Stored data entries:
Segment Open

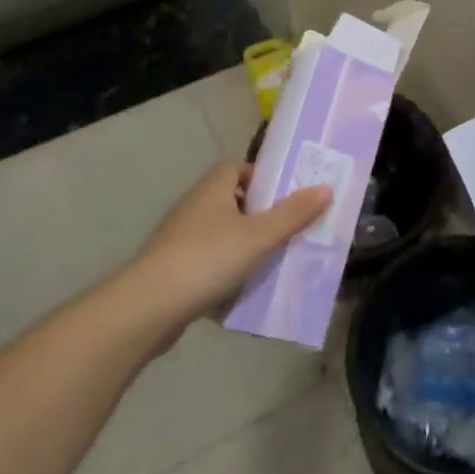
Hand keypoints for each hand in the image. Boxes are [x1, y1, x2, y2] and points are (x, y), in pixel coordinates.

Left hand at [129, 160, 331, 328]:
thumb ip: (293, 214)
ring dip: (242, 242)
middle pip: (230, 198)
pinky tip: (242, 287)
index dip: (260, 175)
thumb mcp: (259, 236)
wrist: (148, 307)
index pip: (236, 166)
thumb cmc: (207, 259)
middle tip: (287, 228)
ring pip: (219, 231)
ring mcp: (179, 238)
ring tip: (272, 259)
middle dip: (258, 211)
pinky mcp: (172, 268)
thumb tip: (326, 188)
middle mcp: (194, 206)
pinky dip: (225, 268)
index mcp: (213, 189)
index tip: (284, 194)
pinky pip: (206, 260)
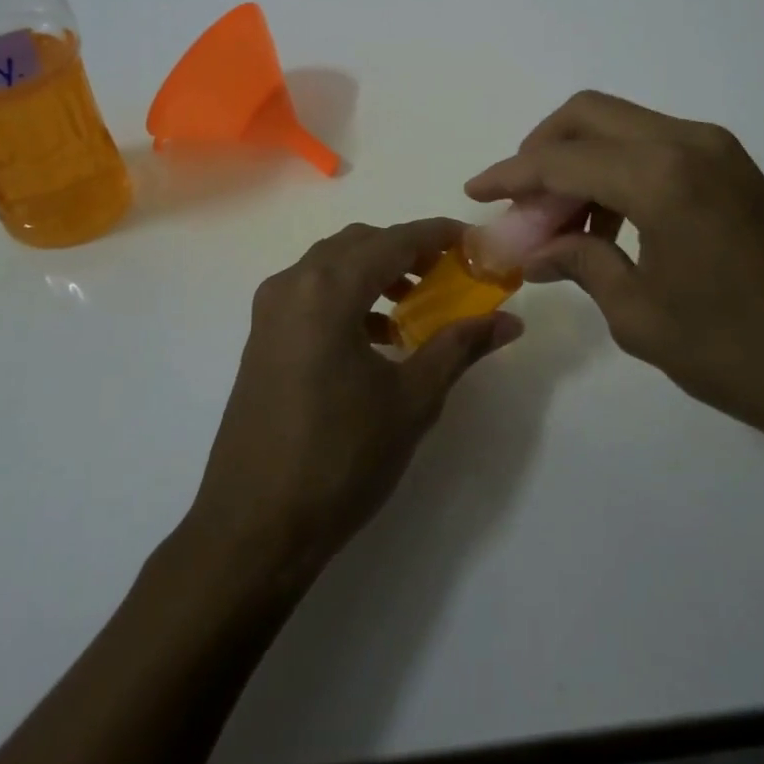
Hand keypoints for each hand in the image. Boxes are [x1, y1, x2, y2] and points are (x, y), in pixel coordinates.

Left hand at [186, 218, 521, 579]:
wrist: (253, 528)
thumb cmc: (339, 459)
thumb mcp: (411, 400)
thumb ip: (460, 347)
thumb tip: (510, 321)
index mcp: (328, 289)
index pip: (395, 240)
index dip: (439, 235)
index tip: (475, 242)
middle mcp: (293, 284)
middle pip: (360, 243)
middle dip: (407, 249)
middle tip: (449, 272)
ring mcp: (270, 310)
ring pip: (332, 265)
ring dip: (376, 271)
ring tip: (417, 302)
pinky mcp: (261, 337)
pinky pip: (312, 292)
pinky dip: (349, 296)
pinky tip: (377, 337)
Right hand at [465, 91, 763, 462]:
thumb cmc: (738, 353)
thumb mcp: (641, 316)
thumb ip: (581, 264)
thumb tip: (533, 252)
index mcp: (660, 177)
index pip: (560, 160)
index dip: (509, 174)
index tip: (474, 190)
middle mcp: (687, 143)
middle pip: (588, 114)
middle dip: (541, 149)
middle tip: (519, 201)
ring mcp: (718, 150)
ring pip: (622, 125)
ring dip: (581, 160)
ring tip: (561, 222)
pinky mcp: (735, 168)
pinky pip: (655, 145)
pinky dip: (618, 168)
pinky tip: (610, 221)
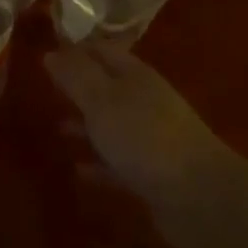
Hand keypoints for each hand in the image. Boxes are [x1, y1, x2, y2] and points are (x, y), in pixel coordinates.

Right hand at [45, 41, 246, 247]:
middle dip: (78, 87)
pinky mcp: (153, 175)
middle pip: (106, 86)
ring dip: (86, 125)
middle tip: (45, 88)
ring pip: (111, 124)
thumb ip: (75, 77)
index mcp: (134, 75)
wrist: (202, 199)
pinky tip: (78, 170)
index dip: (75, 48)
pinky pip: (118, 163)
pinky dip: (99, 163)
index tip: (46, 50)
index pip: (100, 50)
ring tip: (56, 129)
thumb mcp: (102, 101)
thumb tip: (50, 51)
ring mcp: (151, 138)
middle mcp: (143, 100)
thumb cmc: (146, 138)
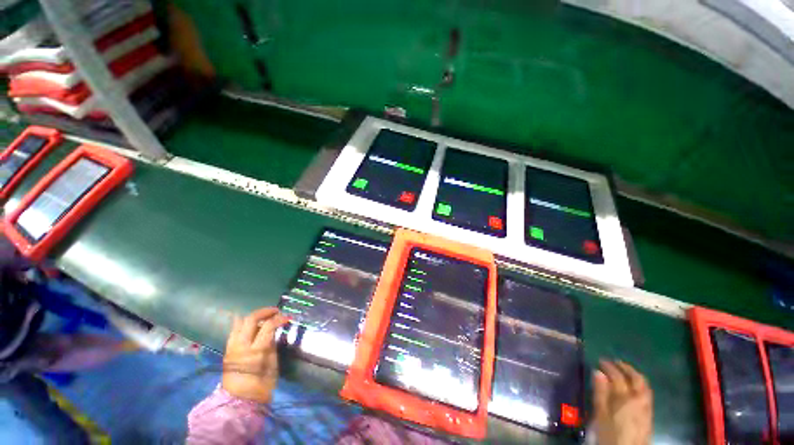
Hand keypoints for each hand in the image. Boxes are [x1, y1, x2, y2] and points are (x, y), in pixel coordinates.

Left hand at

Segment Closed
Segment Open

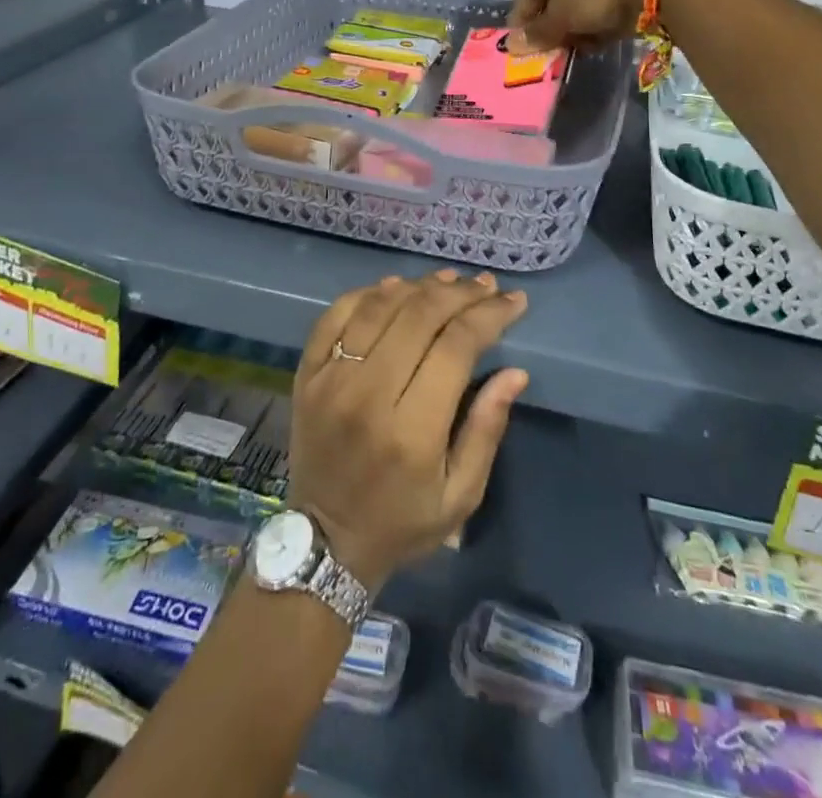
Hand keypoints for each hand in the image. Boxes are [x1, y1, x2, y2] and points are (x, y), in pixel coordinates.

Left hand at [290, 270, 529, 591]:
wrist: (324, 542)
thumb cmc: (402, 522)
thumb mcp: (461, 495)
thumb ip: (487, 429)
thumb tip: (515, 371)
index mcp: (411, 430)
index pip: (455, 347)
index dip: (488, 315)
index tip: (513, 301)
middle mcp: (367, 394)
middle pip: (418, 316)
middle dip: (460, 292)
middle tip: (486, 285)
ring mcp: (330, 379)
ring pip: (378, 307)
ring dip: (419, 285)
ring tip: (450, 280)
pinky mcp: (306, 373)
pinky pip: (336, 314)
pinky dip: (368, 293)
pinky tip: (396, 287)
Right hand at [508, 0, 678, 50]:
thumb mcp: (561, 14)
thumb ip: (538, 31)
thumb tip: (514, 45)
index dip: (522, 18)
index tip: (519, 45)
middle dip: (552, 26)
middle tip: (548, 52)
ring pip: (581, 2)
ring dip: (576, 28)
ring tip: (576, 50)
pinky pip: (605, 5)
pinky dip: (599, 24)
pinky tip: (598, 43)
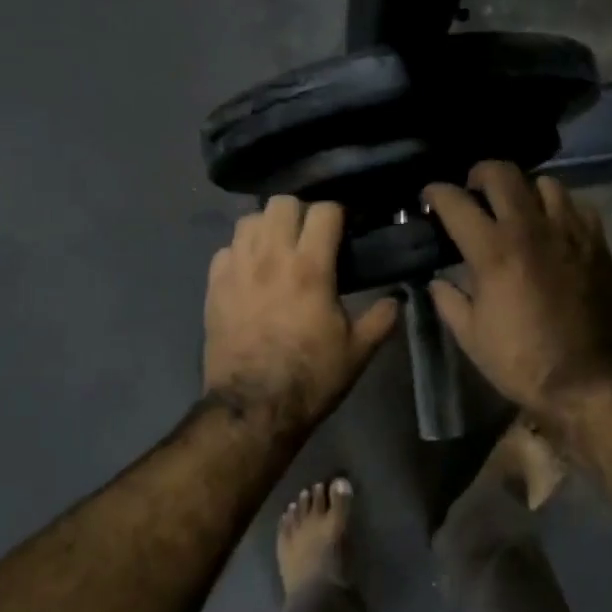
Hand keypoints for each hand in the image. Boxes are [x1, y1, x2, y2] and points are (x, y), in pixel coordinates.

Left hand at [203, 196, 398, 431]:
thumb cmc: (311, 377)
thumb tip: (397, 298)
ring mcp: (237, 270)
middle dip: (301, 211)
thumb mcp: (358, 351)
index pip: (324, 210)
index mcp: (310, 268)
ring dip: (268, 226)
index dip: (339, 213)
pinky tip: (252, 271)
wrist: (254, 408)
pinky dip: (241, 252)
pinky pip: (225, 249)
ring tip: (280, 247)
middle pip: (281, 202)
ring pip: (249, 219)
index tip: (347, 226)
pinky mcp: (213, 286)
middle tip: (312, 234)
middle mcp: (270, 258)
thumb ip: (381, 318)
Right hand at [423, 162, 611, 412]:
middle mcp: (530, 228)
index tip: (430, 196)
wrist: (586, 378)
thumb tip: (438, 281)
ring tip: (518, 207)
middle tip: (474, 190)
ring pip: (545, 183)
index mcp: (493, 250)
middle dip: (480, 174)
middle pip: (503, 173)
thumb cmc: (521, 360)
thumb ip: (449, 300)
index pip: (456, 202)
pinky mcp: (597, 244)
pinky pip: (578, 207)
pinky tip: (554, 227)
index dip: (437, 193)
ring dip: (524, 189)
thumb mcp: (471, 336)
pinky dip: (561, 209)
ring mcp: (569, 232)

Segment Closed

# Task to carry out:
Working from the entries above, reproduce exactly and only the lines beginning with the line that has "ring dip: (581, 160)" and ending with the line that has "index pip: (100, 50)"; omit all pictures.

# Written answer:
ring dip: (581, 160)
ring tip: (561, 222)
pinky mcp: (735, 168)
pinky pip: (655, 145)
pinky dip: (618, 168)
pinky tip: (610, 221)
Hand keypoints for each hand in the image. Boxes are [x1, y1, x2, y2] and points are (x, y), in pixel coordinates.

Right hand at [45, 41, 246, 247]:
middle dip: (78, 87)
pinky mcp: (153, 175)
middle pip: (106, 86)
ring dip: (86, 125)
middle tip: (45, 88)
ring pip: (111, 124)
thumb ip: (75, 77)
index mcp: (134, 75)
wrist: (202, 199)
pinky tip: (78, 170)
index dip: (75, 48)
pinky pip: (118, 163)
pinky dip: (99, 163)
index tip: (46, 50)
index pip: (100, 50)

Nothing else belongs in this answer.